I was wondering if there is a low cost (as in memory) and fast way to check if a certain cell already exists? I need to insert a cell, but based on if it was there before or not increase a counter (as in total number of entries in a table).

Does the count of elements have to be up-to-date? Why not just scan the table every hour or so to get a count? (Scans are fast in 0.19.0. Seven times faster than they were in 0.17.x and probably 100 times faster than what they are in 0.1.3 -- smile).

I see that HTable.get(...) returns the byte array, means there are memory, reading and network streaming involved.

Yes.

So if I do a

if (table.get(row, col) == null) { incr(counter); }
table.put(...);

this seems like a waste of resources and may not be as fast as a true

if (!table.exists(row, col))  { incr(counter); }
table.put(...)

Its tough. Ideal would be a bloom filter on the column. You'd check for presence of a Cell in bloom filter. It'd come back yes/no. Would be an in-memory test but would involve a network trip (Maybe have a client-side bloomfilter too? So, if exists, would save the network trip?).

The hard part about bloom filter though is that you would have specify exact coordinates as in exact row/column/timestamp. The row/column part is easy but the timestamp less-so. When you insert, you probably do not specify a timestamp letting the system set the timestamp to now. If you then want to test existence in a bloomfilter, how you going to do it if you don't have the exact timestamp. So, you end up using the hbase get(row, column) because it will return the latest insert if no timestamp specified.

Otherwise, looks like you would be happy with a bloomfilter that just recorded the row and column and not timestamp. That'd work. I think this is how bloomfilters work now in latest hbase. We need to check. They used to be row/column/timestamp (They are broken till we release 0.19.0 though -- in about a month).
It looks like this is easily doable since get() also delegates to the region servers.

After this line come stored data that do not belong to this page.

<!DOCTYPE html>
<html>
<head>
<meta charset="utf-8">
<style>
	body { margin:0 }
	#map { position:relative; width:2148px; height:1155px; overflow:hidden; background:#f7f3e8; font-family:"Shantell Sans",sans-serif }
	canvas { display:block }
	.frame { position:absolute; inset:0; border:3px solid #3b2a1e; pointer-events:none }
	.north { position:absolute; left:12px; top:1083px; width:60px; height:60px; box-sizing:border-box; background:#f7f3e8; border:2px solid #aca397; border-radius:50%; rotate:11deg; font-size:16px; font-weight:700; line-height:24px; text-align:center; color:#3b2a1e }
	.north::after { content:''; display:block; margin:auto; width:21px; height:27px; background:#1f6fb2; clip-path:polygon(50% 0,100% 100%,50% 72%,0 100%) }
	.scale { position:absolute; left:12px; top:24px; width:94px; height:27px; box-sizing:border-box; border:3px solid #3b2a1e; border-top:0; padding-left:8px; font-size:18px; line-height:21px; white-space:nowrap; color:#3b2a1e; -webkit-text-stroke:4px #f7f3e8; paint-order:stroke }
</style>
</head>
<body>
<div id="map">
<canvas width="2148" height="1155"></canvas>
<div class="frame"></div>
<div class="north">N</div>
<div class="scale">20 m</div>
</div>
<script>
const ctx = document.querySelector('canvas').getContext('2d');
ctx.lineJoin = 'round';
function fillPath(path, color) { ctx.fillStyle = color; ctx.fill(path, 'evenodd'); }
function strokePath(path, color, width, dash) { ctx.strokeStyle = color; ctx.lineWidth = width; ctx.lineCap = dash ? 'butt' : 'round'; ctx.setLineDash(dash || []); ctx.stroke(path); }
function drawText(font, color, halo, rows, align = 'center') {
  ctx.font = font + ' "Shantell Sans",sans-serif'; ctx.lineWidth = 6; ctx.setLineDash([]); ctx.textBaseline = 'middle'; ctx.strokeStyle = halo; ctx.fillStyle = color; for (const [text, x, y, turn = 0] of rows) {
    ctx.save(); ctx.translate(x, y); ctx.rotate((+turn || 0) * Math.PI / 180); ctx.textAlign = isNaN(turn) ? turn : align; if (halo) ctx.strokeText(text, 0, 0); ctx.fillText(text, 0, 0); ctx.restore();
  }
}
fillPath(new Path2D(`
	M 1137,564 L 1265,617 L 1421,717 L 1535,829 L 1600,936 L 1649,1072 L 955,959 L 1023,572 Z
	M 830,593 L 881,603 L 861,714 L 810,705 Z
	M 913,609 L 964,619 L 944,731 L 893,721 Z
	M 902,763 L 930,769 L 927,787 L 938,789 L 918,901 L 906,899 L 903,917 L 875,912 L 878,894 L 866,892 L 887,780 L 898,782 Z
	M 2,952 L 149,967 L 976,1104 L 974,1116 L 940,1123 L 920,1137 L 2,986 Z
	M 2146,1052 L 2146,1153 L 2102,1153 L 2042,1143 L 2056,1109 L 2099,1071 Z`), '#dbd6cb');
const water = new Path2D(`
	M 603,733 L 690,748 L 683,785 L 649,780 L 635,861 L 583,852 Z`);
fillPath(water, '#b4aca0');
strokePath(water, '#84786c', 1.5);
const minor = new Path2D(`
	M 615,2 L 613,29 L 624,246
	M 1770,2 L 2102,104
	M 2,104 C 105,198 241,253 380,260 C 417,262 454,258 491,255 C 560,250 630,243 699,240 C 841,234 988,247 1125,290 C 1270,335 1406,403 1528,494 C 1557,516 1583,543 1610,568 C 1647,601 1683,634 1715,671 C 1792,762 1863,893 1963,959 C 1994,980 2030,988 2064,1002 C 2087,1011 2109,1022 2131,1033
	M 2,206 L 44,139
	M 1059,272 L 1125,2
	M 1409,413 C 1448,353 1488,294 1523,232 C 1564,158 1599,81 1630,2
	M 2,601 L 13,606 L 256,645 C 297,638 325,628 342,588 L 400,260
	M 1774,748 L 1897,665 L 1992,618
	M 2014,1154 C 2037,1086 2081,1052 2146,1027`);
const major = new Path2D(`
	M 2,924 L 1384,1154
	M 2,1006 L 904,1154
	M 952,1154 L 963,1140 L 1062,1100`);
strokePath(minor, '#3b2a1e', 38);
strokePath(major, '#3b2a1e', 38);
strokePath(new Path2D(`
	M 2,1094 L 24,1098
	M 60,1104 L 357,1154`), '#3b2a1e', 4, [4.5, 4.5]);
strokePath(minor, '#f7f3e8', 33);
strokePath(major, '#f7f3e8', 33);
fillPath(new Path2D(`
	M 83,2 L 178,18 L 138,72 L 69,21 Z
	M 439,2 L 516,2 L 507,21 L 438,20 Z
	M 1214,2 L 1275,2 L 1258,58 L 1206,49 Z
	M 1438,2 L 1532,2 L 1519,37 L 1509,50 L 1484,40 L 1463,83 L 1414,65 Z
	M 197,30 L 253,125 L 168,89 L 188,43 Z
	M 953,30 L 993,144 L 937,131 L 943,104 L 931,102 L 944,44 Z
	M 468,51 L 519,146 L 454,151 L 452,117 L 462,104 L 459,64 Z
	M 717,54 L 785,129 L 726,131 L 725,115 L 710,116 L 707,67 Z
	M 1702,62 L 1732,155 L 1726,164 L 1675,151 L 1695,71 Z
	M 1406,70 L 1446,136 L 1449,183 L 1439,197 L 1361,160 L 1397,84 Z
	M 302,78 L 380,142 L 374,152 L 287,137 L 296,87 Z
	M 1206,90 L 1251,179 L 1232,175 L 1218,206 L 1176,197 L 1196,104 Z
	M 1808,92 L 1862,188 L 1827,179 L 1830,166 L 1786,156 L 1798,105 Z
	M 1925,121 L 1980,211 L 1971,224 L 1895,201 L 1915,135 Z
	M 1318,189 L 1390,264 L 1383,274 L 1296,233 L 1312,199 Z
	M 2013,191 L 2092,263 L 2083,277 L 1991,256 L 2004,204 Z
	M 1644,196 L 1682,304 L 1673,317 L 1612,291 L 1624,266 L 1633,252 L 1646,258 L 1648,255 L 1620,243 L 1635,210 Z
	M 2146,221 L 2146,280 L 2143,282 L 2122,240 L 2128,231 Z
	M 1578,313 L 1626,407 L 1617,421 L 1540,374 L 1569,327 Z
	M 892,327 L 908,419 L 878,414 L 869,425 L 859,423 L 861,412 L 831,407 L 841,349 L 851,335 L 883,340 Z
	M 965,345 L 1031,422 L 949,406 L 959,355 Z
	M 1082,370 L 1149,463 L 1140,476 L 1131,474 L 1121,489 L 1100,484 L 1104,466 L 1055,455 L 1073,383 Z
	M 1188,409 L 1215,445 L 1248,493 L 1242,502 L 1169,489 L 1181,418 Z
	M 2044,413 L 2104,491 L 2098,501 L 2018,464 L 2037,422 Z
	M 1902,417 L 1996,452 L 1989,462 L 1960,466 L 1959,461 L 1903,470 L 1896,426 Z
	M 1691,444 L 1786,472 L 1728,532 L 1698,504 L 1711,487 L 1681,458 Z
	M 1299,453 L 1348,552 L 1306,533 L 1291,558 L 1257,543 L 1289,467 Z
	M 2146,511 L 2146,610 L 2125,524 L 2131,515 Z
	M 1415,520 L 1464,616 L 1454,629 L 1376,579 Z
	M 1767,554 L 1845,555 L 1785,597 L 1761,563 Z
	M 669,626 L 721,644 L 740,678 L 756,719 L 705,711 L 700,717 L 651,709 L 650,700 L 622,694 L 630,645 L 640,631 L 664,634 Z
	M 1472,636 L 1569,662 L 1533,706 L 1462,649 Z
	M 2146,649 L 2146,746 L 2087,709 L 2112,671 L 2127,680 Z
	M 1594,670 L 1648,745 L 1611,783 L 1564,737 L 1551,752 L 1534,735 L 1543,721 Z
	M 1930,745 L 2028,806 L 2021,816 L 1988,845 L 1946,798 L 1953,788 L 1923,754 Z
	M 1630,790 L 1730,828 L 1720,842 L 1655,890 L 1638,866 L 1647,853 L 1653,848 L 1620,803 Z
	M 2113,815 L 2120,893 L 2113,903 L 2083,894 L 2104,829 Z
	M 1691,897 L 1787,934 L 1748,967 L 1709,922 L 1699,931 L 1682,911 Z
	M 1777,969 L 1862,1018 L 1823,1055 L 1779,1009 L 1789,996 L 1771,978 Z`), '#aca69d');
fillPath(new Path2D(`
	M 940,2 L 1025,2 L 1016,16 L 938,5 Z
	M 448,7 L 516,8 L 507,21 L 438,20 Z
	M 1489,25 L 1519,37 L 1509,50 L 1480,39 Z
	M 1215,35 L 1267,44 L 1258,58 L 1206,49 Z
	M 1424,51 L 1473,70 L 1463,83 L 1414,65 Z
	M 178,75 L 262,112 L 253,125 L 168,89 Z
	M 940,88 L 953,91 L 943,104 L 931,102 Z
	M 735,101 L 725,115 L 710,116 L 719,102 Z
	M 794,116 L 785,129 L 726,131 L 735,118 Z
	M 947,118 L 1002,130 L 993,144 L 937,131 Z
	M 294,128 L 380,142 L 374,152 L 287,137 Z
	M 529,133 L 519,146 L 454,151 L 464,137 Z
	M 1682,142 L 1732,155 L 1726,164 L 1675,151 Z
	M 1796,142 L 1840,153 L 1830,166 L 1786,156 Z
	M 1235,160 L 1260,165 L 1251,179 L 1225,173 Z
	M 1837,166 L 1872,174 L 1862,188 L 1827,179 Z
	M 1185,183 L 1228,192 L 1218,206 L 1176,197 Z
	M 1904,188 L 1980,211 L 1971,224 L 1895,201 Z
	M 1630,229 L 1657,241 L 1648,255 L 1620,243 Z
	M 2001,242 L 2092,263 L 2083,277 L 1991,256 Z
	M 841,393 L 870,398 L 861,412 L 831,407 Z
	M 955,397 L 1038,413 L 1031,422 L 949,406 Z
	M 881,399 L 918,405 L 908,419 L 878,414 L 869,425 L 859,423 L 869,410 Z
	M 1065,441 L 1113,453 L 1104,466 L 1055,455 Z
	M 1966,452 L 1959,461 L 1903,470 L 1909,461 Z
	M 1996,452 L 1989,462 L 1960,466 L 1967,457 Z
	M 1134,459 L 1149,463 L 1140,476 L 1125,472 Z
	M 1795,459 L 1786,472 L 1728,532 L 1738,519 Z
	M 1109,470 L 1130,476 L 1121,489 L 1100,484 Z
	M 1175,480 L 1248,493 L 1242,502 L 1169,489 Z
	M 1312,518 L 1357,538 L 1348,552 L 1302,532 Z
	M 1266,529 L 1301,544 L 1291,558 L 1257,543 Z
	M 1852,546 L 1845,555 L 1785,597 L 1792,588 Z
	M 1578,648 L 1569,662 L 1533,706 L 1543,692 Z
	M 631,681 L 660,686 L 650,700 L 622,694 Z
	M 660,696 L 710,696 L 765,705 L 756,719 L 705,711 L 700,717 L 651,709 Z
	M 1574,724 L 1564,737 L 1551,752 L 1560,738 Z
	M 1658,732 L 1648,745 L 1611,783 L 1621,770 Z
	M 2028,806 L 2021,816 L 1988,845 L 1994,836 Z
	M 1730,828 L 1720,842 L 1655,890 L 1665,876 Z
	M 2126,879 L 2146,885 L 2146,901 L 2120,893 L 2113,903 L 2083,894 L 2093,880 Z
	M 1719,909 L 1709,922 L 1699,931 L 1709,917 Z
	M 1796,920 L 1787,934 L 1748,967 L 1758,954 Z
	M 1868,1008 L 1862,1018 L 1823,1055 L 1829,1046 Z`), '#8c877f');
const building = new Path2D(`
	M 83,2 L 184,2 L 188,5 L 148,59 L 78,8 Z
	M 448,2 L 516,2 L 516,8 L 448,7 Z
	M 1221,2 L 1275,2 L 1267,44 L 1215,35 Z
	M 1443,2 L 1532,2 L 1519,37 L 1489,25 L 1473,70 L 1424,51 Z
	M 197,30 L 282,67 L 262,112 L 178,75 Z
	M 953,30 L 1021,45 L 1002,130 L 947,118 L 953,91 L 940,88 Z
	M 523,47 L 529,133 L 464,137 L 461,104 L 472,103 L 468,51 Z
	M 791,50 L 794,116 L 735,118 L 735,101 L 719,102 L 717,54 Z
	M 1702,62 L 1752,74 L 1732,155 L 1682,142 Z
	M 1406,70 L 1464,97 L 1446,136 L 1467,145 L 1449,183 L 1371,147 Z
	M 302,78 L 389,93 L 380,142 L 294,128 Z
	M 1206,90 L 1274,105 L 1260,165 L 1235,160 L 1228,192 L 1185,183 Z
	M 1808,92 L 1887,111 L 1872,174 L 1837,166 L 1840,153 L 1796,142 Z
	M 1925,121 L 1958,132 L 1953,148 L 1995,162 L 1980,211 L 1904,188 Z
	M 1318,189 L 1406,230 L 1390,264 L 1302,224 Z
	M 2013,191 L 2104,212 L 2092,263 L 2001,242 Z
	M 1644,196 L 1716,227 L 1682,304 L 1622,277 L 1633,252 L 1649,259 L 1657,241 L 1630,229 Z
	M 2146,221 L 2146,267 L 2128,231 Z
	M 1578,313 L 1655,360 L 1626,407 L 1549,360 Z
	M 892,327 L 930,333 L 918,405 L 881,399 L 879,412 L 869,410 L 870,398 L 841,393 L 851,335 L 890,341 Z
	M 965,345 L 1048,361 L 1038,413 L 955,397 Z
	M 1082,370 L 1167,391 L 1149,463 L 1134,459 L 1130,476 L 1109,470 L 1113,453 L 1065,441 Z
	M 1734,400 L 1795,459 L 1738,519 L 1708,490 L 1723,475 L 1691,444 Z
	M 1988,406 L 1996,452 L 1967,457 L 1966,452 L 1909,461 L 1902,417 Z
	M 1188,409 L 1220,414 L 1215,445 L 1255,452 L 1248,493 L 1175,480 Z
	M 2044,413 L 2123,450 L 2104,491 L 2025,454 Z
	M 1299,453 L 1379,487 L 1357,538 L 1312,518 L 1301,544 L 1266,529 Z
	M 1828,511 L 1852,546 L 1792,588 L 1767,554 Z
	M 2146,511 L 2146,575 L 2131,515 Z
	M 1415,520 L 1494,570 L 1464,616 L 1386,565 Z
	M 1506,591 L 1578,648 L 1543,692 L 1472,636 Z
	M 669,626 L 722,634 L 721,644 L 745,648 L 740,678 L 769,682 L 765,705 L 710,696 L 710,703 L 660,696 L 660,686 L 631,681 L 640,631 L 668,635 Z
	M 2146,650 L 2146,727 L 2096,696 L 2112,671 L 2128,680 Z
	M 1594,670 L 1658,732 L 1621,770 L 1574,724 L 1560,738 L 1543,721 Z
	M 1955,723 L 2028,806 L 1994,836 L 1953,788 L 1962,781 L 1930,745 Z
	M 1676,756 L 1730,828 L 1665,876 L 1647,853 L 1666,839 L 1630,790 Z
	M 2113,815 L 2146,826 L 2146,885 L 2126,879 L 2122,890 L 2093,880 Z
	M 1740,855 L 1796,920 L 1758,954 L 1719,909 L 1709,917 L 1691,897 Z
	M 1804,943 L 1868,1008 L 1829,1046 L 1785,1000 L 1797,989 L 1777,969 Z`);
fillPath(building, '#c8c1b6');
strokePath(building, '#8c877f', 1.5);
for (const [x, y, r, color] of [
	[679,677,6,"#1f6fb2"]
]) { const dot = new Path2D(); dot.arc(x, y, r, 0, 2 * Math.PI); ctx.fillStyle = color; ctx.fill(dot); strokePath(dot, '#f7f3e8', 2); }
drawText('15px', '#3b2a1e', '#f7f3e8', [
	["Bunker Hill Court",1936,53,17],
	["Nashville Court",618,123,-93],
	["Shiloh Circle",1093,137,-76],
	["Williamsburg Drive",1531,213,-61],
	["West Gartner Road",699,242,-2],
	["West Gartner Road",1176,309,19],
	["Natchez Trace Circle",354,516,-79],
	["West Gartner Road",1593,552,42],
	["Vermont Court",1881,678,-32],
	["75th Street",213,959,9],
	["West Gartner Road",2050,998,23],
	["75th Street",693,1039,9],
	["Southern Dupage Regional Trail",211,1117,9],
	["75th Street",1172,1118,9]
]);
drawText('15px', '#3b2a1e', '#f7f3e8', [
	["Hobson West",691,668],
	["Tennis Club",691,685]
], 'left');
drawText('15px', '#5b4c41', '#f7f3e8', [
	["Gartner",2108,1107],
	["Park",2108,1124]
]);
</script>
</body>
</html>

Am I missing something? Assuming HTable is sort of a Set implementation I am confused as to way this check is missing.

Well, its not that straight-forward. The only place to check presence of a column is by actually asking hbase and letting it check its memcache and then all of its storefiles. This is only way to see if a row/column combination exists. There is no short-circuit, say, a Set that holds all row/column combinations because it could be massive if a row had millions of columns (nothing to prevent this happening).

Is the lookup taking too long? In 0.19.0, the speeds are all up. There is a cache of file blocks maintained in the server. If you can hit the cache, then you can see lookup rates double and even quadruple.

Would a bloom filter in your client work help?